Pronto a ripensarci se i delegati glielo chiedono?
Oggi ci sono tutte le condizioni per il ricambio. Fin qui c’era chi chiedeva di cambiare il segretario
volendo in realtà cambiare linea. Per questo non ho mollato. Oggi invece il 70 per cento del comitato
politico ha votato in sintonia totale, fra noi non c’è mai stata una maggioranza così. Oggi si può
cambiare senza rischio di cambiare linea.
Eppure lei è stato un segretario di minoranza.

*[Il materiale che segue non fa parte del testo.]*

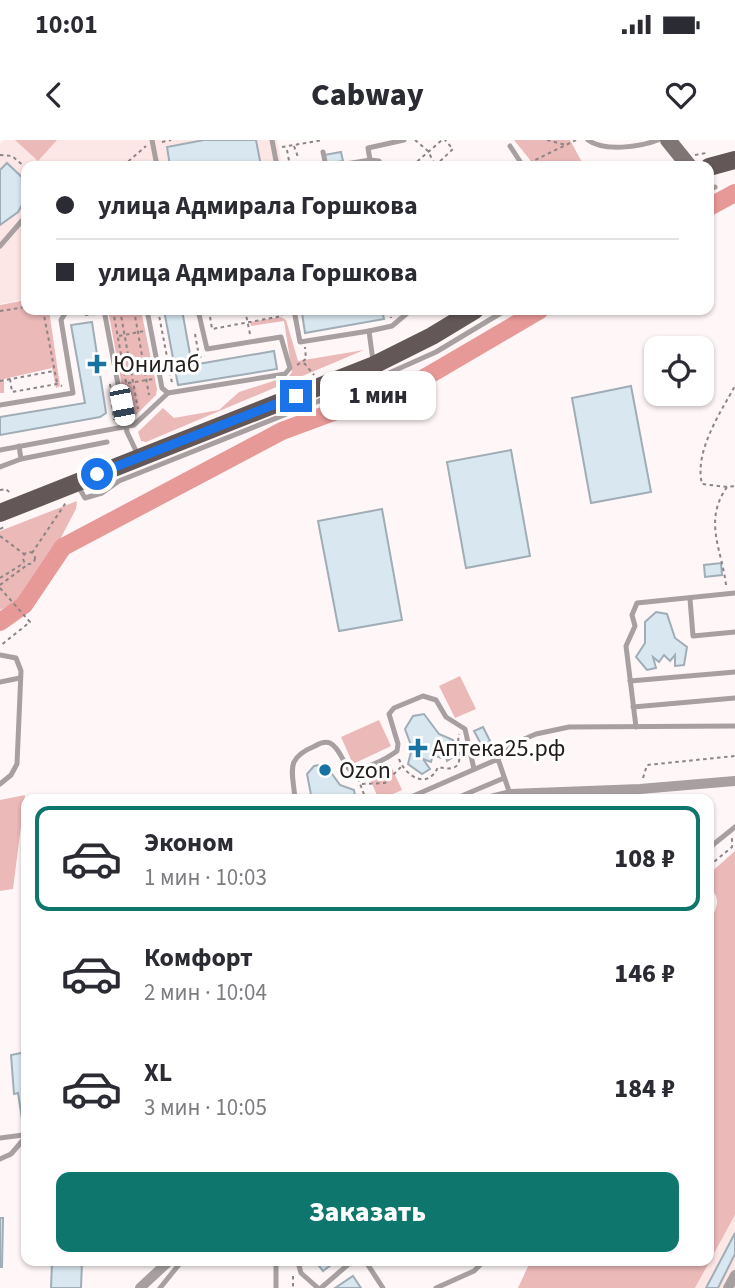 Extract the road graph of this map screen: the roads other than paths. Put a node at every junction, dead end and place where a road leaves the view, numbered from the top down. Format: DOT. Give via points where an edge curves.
graph roads {
  1 [pos="272,140"];
  2 [pos="366,140"];
  3 [pos="404,140"];
  4 [pos="588,140"];
  5 [pos="659,140"];
  6 [pos="668,140"];
  7 [pos="152,142"];
  8 [pos="623,143"];
  9 [pos="510,146"];
  10 [pos="368,148"];
  11 [pos="323,152"];
  12 [pos="370,160"];
  13 [pos="735,160"];
  14 [pos="156,161"];
  15 [pos="276,161"];
  16 [pos="325,161"];
  17 [pos="364,161"];
  18 [pos="379,161"];
  19 [pos="520,161"];
  20 [pos="685,161"];
  21 [pos="714,166"];
  22 [pos="21,222"];
  23 [pos="0,246"];
  24 [pos="64,315"];
  25 [pos="105,315"];
  26 [pos="149,315"];
  27 [pos="199,315"];
  28 [pos="295,315"];
  29 [pos="405,315"];
  30 [pos="466,315"];
  31 [pos="498,315"];
  32 [pos="369,331"];
  33 [pos="374,365"];
  34 [pos="168,393"];
  35 [pos="0,405"];
  36 [pos="126,426"];
  37 [pos="107,442"];
  38 [pos="19,446"];
  39 [pos="0,450"];
  40 [pos="140,457"];
  41 [pos="21,459"];
  42 [pos="0,467"];
  43 [pos="73,490"];
  44 [pos="0,513"];
  45 [pos="735,593"];
  46 [pos="690,599"];
  47 [pos="735,632"];
  48 [pos="0,655"];
  49 [pos="735,672"];
  50 [pos="20,678"];
  51 [pos="630,681"];
  52 [pos="0,682"];
  53 [pos="735,698"];
  54 [pos="633,707"];
  55 [pos="735,726"];
  56 [pos="636,727"];
  57 [pos="498,759"];
  58 [pos="474,769"];
  59 [pos="504,778"];
  60 [pos="735,781"];
  61 [pos="0,784"];
  62 [pos="295,794"];
  63 [pos="418,794"];
  64 [pos="466,794"];
  65 [pos="510,794"];
  66 [pos="735,827"];
  67 [pos="714,844"];
  68 [pos="21,1135"];
  69 [pos="0,1138"];
  70 [pos="21,1142"];
  71 [pos="0,1159"];
  72 [pos="164,1266"];
  73 [pos="178,1266"];
  74 [pos="276,1266"];
  75 [pos="299,1266"];
  76 [pos="346,1266"];
  77 [pos="369,1266"];
  78 [pos="479,1266"];
  79 [pos="735,1275"];
  80 [pos="140,1288"];
  81 [pos="160,1288"];
  82 [pos="276,1288"];
  83 [pos="319,1288"];
  84 [pos="383,1288"];
  85 [pos="436,1288"];
  86 [pos="728,1288"];
  1 -- 15 [label="lane"];
  2 -- 10 [label="lane"];
  3 -- 10 [label="lane"];
  4 -- 8 [label="lane" via="595,145"];
  5 -- 8 [label="lane"];
  6 -- 20 [label="main road"];
  7 -- 14 [label="lane"];
  9 -- 19 [label="lane"];
  10 -- 12 [label="lane"];
  11 -- 16 [label="lane"];
  12 -- 17 [label="lane"];
  12 -- 18 [label="lane"];
  13 -- 21 [label="main road"];
  22 -- 23 [label="lane"];
  24 -- 35 [label="lane" via="61,320 73,393"];
  25 -- 36 [label="lane"];
  26 -- 34 [label="lane" via="160,378"];
  27 -- 34 [label="lane" via="206,349 283,338 288,371"];
  28 -- 32 [label="lane" via="299,340 304,344"];
  29 -- 32 [label="lane" via="392,326"];
  30 -- 33 [label="main road"];
  31 -- 43 [label="lane" via="436,352 120,481 102,493 85,498"];
  32 -- 33 [label="lane"];
  33 -- 40 [label="main road"];
  34 -- 36 [label="lane" via="134,425"];
  36 -- 38 [label="lane"];
  36 -- 40 [label="lane"];
  37 -- 41 [label="lane"];
  38 -- 39 [label="lane"];
  38 -- 41 [label="lane"];
  40 -- 43 [label="main road"];
  41 -- 42 [label="lane"];
  43 -- 44 [label="main road"];
  45 -- 46 [label="lane"];
  46 -- 47 [label="lane" via="693,636"];
  46 -- 51 [label="lane" via="637,603 633,608 635,626 626,646"];
  48 -- 50 [label="lane" via="16,658"];
  49 -- 51 [label="lane"];
  50 -- 52 [label="lane"];
  50 -- 61 [label="lane" via="17,764"];
  51 -- 54 [label="lane"];
  53 -- 54 [label="lane"];
  54 -- 56 [label="lane"];
  55 -- 56 [label="lane"];
  56 -- 57 [label="lane" via="569,727 536,734 515,743"];
  57 -- 58 [label="lane"];
  57 -- 59 [label="lane"];
  58 -- 62 [label="lane" via="465,729 446,717 436,700 423,696 389,714 397,751 357,770 350,770 329,743 297,753 292,762"];
  58 -- 63 [label="lane"];
  59 -- 64 [label="lane"];
  59 -- 65 [label="lane"];
  60 -- 65 [label="street"];
  66 -- 67 [label="lane"];
  68 -- 69 [label="lane"];
  70 -- 71 [label="lane"];
  72 -- 80 [label="street"];
  73 -- 81 [label="lane"];
  74 -- 82 [label="lane"];
  75 -- 83 [label="lane"];
  76 -- 83 [label="lane"];
  77 -- 84 [label="lane"];
  78 -- 85 [label="lane"];
  79 -- 86 [label="street"];
}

Il mio indirizzo è oggi ampiamente maggioritario: un partito comunista senza nostalgie e che vuole
costruire un soggetto della sinistra antiliberista.
Indicherà il prossimo segretario e/o segretaria?
No, non siamo una monarchia. C’è un gruppo dirigente perfettamente in grado di esprimere la
successione. Io resto completamente a disposizione. Sarò il primo ex segretario del Prc che resterà
nel partito.
Dalla segreteria di Bertinotti a ministro di Prodi a feroce avversario del centrosinistra. È
stato un uomo per tutte le stagioni?
No, non ho rivendicato di aver sempre avuto ragione. Ho sbagliato ad andare al governo. l’ho
ammesso, ci abbiamo fatto un congresso, abbiamo cambiato indirizzo. Fare il ministro è stata una
svolta decisiva. Ci ho provato fino in fondo ma ho verificato l’impossibilità di spostare dall’interno il
centrosinistra. Che era quello di Prodi e Bersani, molto più a sinistra del Pd attuale. Lì ho verificato
che c’è un polo liberiste, quello della grande coalizione, e un altro polo liberista ma nazionalista e
razzista. Noi dobbiamo costruire un terzo polo antiliberista. Tutti si basano sull’assunto che i soldi
non ci sono. Tesi falsa in radice. I 20 miliardi per le banche ci hanno messo 20 minuti a trovarli. Il
terzo polo deve dire: la ricchezza c’è, va usata per il popolo.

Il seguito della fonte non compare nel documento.